What are A, G and H matrices and when do we use them?

My colleague, Amanda Avelar de Oliveira, gave a presentation on ASRgenomics in which she talked a lot about A, G and H matrices. I was unfamiliar with these terms so afterwards I tried Googling and got absolutely nowhere! Lots of lengthy papers and highly detailed explanations, but no short and simple definitions. So, I had a chat with Amanda to try and get a straight answer. Here’s what I learned.

Jane
During your ASRgenomics [1] talk I was Googling "What is the difference between genomic and pedigree matrices". I gave up.

I imagine the explanation is something like this:

• A matrix = we have been recording on paper or computer, which individuals were bred together and which progeny resulted.
• G matrix = we can look at the genomes of the individuals and see which ones are related

But this is just my guess!

​Amanda
Your definition is right, but in a very informal way. Let’s consider this paragraph in the book Genetic Data Analysis for Plant and Animal Breeding by Fikret Isik, James Holland, Christian Maltecca.

Traditional genetic evaluations combined the phenotypic data and resemblance coefficients between relatives to predict the genetic merit of individuals. The resemblance coefficients, derived from pedigrees, are based on probabilities that alleles are identical by descent (IBD). The resulting matrix of pairwise pedigree relationships is referred to as the A matrix because the elements in the matrix are pedigree-based estimates of additive genetic relationships.

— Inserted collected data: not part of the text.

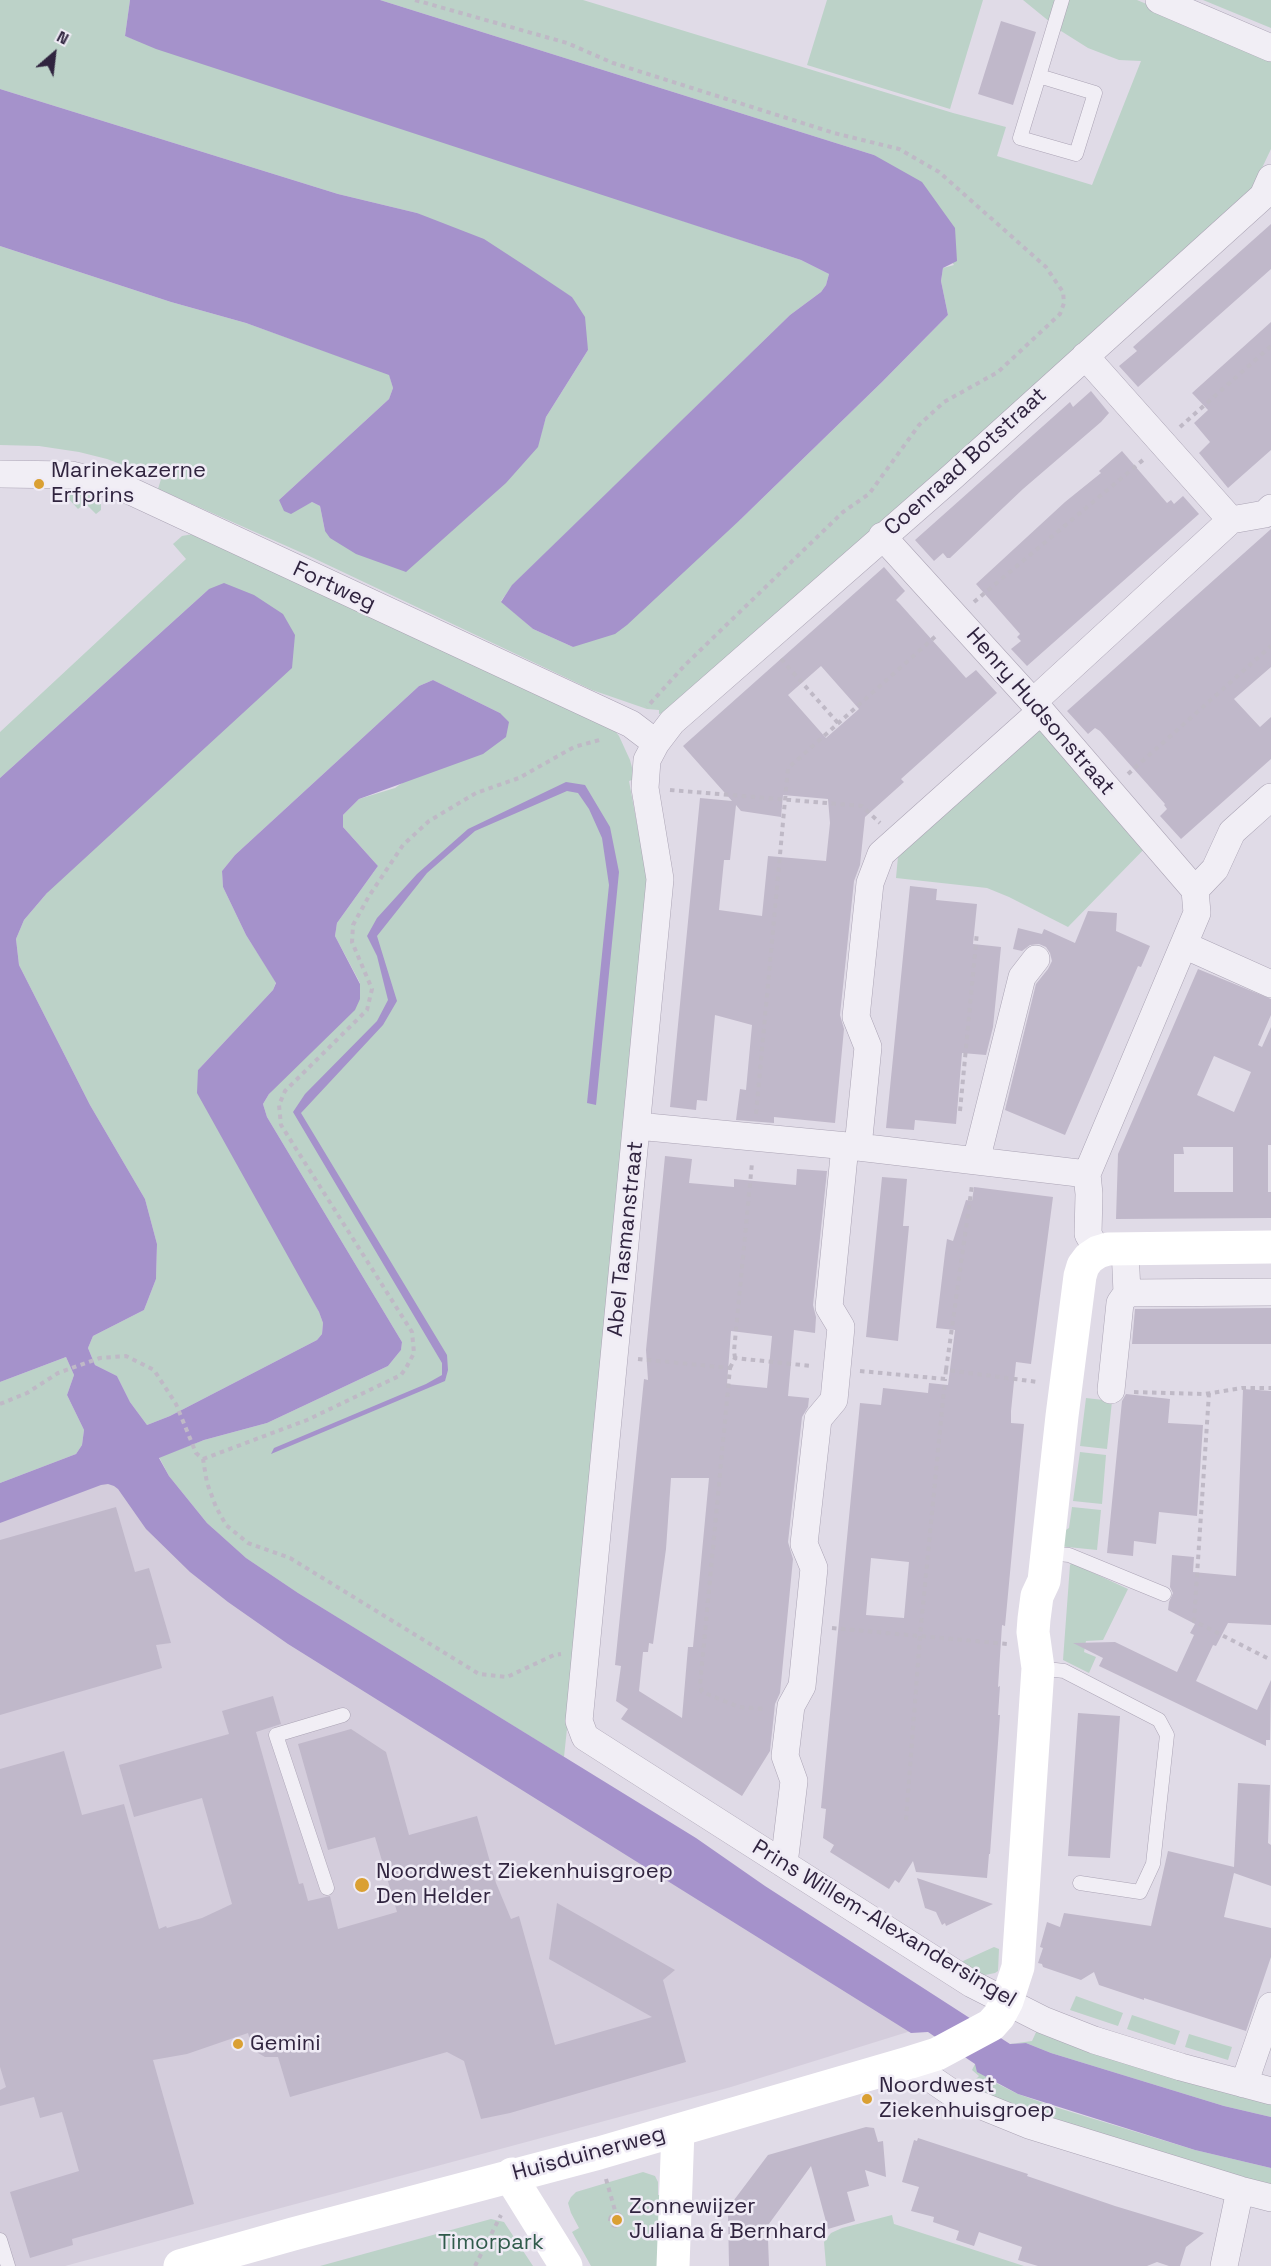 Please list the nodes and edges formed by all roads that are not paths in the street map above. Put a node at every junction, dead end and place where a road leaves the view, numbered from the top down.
1 (1062, 0) edge
2 (1159, 0) edge
3 (1271, 48) edge
4 (1039, 76) junction
5 (1271, 178) edge
6 (1084, 356) junction
7 (0, 474) edge
8 (1271, 508) edge
9 (1232, 520) junction
10 (882, 536) junction
11 (1037, 706) junction
12 (656, 743) junction
13 (1271, 797) edge
14 (1195, 890) junction
15 (1184, 945) junction
16 (1036, 959) dead end
17 (1271, 984) edge
18 (637, 1126) junction
19 (851, 1147) junction
20 (966, 1160) junction
21 (1087, 1174) junction
22 (1271, 1247) edge
23 (1111, 1250) junction
24 (1271, 1292) edge
25 (1127, 1293) junction
26 (1111, 1390) road end
27 (1046, 1567) junction
28 (1164, 1594) dead end
29 (1036, 1657) junction
30 (343, 1715) dead end
31 (585, 1737) joint
32 (784, 1864) junction
33 (1080, 1883) dead end
34 (327, 1888) dead end
35 (1271, 2006) edge
36 (999, 2013) junction
37 (922, 2059) junction
38 (1244, 2084) junction
39 (1271, 2091) edge
40 (678, 2130) junction
41 (514, 2179) junction
42 (1240, 2190) junction
43 (1271, 2198) edge
44 (0, 2240) edge
45 (8, 2266) edge
46 (180, 2266) edge
47 (566, 2266) edge
48 (673, 2266) edge
49 (1224, 2266) edge

1 - 4 lane
2 - 3 street
4 - 4 lane
5 - 6 street, Coenraad Botstraat
6 - 9 street
6 - 10 street, Coenraad Botstraat
7 - 12 street, Fortweg
8 - 9 street
9 - 11 street
10 - 11 street, Henry Hudsonstraat
10 - 12 street, Coenraad Botstraat
11 - 14 street, Henry Hudsonstraat
11 - 19 street
12 - 18 street, Abel Tasmanstraat
13 - 14 street
14 - 15 street
15 - 17 street
15 - 21 street
16 - 20 street
18 - 19 street
18 - 31 street, Abel Tasmanstraat
19 - 20 street
19 - 32 street
20 - 21 street
21 - 23 street
22 - 23 street
23 - 25 street
23 - 27 street
24 - 25 street
25 - 26 street
27 - 28 lane
27 - 29 street
29 - 33 lane
29 - 36 street
30 - 34 lane
31 - 32 street, Prins Willem-Alexandersingel
32 - 36 street, Prins Willem-Alexandersingel
35 - 38 street
36 - 37 street, Huisduinerweg
36 - 38 street, Prins Willem-Alexandersingel
37 - 40 street, Huisduinerweg
37 - 42 street
38 - 39 street, Prins Willem-Alexandersingel
40 - 41 street, Huisduinerweg
40 - 48 street
41 - 46 street, Huisduinerweg
41 - 47 street
42 - 43 street
42 - 49 street
44 - 45 lane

More recently, genetic markers distributed throughout the entire genome have been used to measure genetic similarities more precisely than by using pedigree information (VanRaden, 2008). Genetic markers estimate the proportion of chromosome segments shared by individuals based on the identical by state (IBS) matching of marker alleles.  The matrix of pairwise realized genomic relationships estimated from marker information is referred to as the G matrix.

Jane
Ok, so if we can get genomic relationship information why would we even bother with the A matrix any more, (unless we do not have access to DNA data?). Why does it make sense to combine the A and G matrices to create an H matrix? Why not just chuck out the A matrix?

​Amanda 
Basically, to get genotypic information we need to genotype the individuals in our population, which is really expensive! Pedigree information can be easier and cheaper to obtain. In animal breeding, for example, breeders have very good pedigree information - they basically know the whole ancestry of an individual for generations! In plants, it is less common to have a good pedigree, especially for annual crops.

​Jane
So, the pedigree information is still valuable, particularly if you only have partial genomic information.

Amanda
Absolutely. And when you trust your pedigree, you can also use it to identify possible mistakes in your genomic data.

​Jane
Ooer, how can genomic data be mistaken? Perhaps the person collecting the data mixed up the samples, for example?

​Amanda
Yes. Or even errors in the lab, contamination by pollen or semen, and so on. There are many possible sources of error.

​Jane
So, the final H matrix, combining the A and G matrices is useful...how?

​Amanda
To ensure good quality genomic data it needs to be genotyped with a high coverage. This is a very expensive process, and generally people cannot afford to do much of it. The H matrix is useful because it combines the information from the pedigree with genomic marker information, enabling you to use all the information on genetic similarity you have. For example, if you only have money to genotype 100 individuals, but you have pedigree (and phenotype) information on 1000 individuals, you can run your analysis on all 1000 individuals by using an H matrix to combine the genomic and pedigree information. We call it the H-matrix because it’s a hybrid of the pedigree-based A matrix and the genomic-based G matrix.

​Jane
Great! That makes sense. Thank you so much.

​Amanda
No problem.

About the authors

Amanda Avelar de Oliveira is an Agronomist with M.Sc and Ph.D. in Genetics and Plant Breeding from the University of São Paulo (ESALQ/USP). She has experience on quantitative genetics, genomic prediction, field trial analysis and genotyping pipelines. Currently, she works as a consultant at VSN International, UK.

“I believe in the power of knowledge sharing and multidisciplinary efforts to increase genetic gains in plant breeding while ensuring sustainability in agriculture”.

Jane Cohen is a technical author with a bachelor's degree in information technology and graduate diploma in technical communication. She is a self-confessed science nerd with a keen interest in biology and statistics. When she's not honing her DIY skills she can generally be found either with a book in hand or perambulating in the countryside.